Philip Joseph was a politician and journalist in Reconstruction and Jim Crow-era Alabama. An African American, he was a Republican.

==Early life==
Joseph was born free in about 1846 in Florida and traced his ancestry to Spain, France, Africa, and Cuba. His mother was the daughter of a wealthy Cuban and she liberated the family's nine hundred slaves. Joseph was well educated and was fluent in three languages, French, German, and English.

==Reconstruction politics==
During reconstruction (1865-1877), Joseph was the president of the Mobile branch of the Union League and involved in civil rights. In late 1869, Joseph boarded a whites-only car of Mobile's Washington Avenue Railroad. He was forcibly ejected and brought a case against the conductor, John Bailey, for assault. The judge in the case, Cleveland F. Moulton, noted that the right of a railroad to have segregated cars was recognized by common law in England and the US, and that Joseph was only possibly the victim of assault on the basis of how he was ejected from the car, as the rightness of his ejection was not in question. The jury found Bailey guilty, and assigned him a fine of one cent.

Joseph served as a delegate to the Republican National Convention in 1868 and 1872. In early 1872, he served as a postal clerk in Mobile and as a clerk in the Mobile custom house.

In 1870 he began his journalism career founding the Mobile Republican. He eventually founded and edited four newspapers in Mobile and Montgomery from 1870 until 1884

In 1872 he decided to oppose the reelection of Benjamin S. Turner to the United States House of Representatives. This split the Republican vote, and allowed the Liberal Republican and Democratic Party fusion candidate Frederick G. Bromberg to win the election. During the campaign, Turner accused Joseph of having been a "secret agent of the rebel government" during the Civil War.

Joseph remained involved in politics and was a clerk of the Alabama state legislature from 1872 to 1874. He also continued working as a journalist and founded the Montgomery Watchman in February 1873, and edited the weekly for the following year. He frequently wrote in favor of the proposed Civil Rights Act, which became law in 1875. In 1874 he ran unsuccessfully for a seat in the Alabama legislature and was a leading figure at the black convention in Montgomery. In 1875 he testified before the US Congress about efforts to break up black Republican political meetings in Alabama. Later that year he was sued for libel and ordered to pay the plaintiff $10,000 in damages. After this he left Mobile and moved to Delta, Louisiana in Madison Parish where he was appointed supervisor of registration and began editing the Madison Journal.

==Post-Reconstruction politics==
By 1880 he had returned to Mobile and was editing the Mobile Gazette. By that time the Republican Party had diminished greatly in Alabama, and the Gazette was called the only Republican paper in the state. In lieu of the absent Republican tickets, Joseph and the paper endorsed the Greenback Party ticket.

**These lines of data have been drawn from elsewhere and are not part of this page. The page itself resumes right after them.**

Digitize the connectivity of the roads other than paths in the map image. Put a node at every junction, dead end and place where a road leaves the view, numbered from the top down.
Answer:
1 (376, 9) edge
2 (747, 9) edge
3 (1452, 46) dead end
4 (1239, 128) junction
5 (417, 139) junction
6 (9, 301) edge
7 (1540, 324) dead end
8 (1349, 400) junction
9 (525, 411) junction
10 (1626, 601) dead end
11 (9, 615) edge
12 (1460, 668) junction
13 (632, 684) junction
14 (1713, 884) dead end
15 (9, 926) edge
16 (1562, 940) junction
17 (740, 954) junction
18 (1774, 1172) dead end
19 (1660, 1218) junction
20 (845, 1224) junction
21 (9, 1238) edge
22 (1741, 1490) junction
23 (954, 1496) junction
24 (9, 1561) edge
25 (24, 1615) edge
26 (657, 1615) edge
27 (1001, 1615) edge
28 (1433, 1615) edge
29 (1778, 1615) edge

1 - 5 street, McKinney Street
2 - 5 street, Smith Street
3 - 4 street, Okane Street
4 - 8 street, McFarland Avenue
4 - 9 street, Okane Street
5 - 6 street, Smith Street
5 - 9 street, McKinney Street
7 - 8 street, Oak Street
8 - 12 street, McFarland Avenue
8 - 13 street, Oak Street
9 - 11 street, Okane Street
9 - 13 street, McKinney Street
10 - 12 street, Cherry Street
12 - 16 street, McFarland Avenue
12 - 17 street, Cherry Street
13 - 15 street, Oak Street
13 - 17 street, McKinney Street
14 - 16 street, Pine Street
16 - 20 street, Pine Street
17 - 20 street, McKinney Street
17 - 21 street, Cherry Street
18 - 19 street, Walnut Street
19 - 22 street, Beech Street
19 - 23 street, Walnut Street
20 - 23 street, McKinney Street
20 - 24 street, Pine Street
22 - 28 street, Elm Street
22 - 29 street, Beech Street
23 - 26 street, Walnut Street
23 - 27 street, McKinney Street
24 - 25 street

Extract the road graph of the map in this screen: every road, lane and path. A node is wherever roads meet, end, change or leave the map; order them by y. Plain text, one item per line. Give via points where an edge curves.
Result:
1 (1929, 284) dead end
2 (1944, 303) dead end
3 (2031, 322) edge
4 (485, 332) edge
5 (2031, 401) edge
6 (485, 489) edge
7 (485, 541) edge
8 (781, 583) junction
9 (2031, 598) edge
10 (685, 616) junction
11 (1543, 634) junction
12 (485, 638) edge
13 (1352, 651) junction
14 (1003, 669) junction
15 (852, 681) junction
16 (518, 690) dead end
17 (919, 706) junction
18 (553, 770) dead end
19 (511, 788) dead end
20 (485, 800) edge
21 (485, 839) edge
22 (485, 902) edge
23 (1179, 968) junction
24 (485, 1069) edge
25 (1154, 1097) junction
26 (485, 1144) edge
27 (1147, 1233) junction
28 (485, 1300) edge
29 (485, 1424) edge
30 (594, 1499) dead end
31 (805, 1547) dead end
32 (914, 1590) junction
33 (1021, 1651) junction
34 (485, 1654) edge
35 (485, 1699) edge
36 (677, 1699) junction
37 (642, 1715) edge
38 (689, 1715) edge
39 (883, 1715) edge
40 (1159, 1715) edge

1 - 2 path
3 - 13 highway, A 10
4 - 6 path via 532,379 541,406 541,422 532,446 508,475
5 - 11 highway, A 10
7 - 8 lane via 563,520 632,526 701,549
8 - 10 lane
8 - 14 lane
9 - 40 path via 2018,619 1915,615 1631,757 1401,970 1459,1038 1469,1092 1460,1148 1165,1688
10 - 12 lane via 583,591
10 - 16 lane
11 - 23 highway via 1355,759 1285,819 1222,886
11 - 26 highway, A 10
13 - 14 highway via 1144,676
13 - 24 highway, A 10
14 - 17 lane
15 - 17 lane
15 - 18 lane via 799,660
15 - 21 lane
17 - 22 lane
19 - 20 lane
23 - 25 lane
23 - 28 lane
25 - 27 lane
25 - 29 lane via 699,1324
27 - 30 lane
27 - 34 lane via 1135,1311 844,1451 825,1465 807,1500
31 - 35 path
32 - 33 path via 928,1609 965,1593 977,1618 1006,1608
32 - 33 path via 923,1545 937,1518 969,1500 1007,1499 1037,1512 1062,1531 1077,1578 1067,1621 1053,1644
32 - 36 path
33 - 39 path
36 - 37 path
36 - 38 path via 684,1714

In March 1880, Joseph spoke before Congress at the Exodus Investigation, testifying that blacks in Alabama were kept from the polls and were violently prevented from leaving the state. He was aggressively cross-examined by Zebulon Baird Vance, who questioned why blacks should be allowed to vote if they were intimidated away from the polls in spite of outnumbering whites in some areas by a count of eight to one. In 1881, he was appointed postmaster of Mobile by president James A. Garfield just before Garfield was shot by an assassin on July 2. Garfield survived in intensive care for 11 weeks, and on account of the political turmoil, Joseph's commission was never confirmed.

When African-American Republican politician, Jack Turner (politician), was lynched in 1882 in Choctaw County, Alabama, Joseph was outspoken in his outrage, frequently writing about the case in the Gazette.

In 1883, Congressman Thomas H. Herndon died and Joseph was nominated by the Republican Party to replace him. James Taylor Jones was nominated by the Democrats and Jones won by a landslide in the July election, with Joseph receiving no votes in two of the counties which were part of the district.

In late September, 1884, he was appointed collector of internal revenue of the Mobile District, to replace A. L. Morgan. However, the appointment was revoked before the month was out.

Also in 1884 he was in charge of the Alabama African-American exhibit at the New Orleans World's Cotton Centennial Exposition, a world's fair. In 1888 he was director general of the National Colored Exposition at Atlanta.

In 1903 Joseph was convicted for assault and attempted murder when he shot a woman. He was pardoned by Governor William D. Jelks, reportedly because when committing the crime Joseph was under the influence of morphine and did not know what he was doing.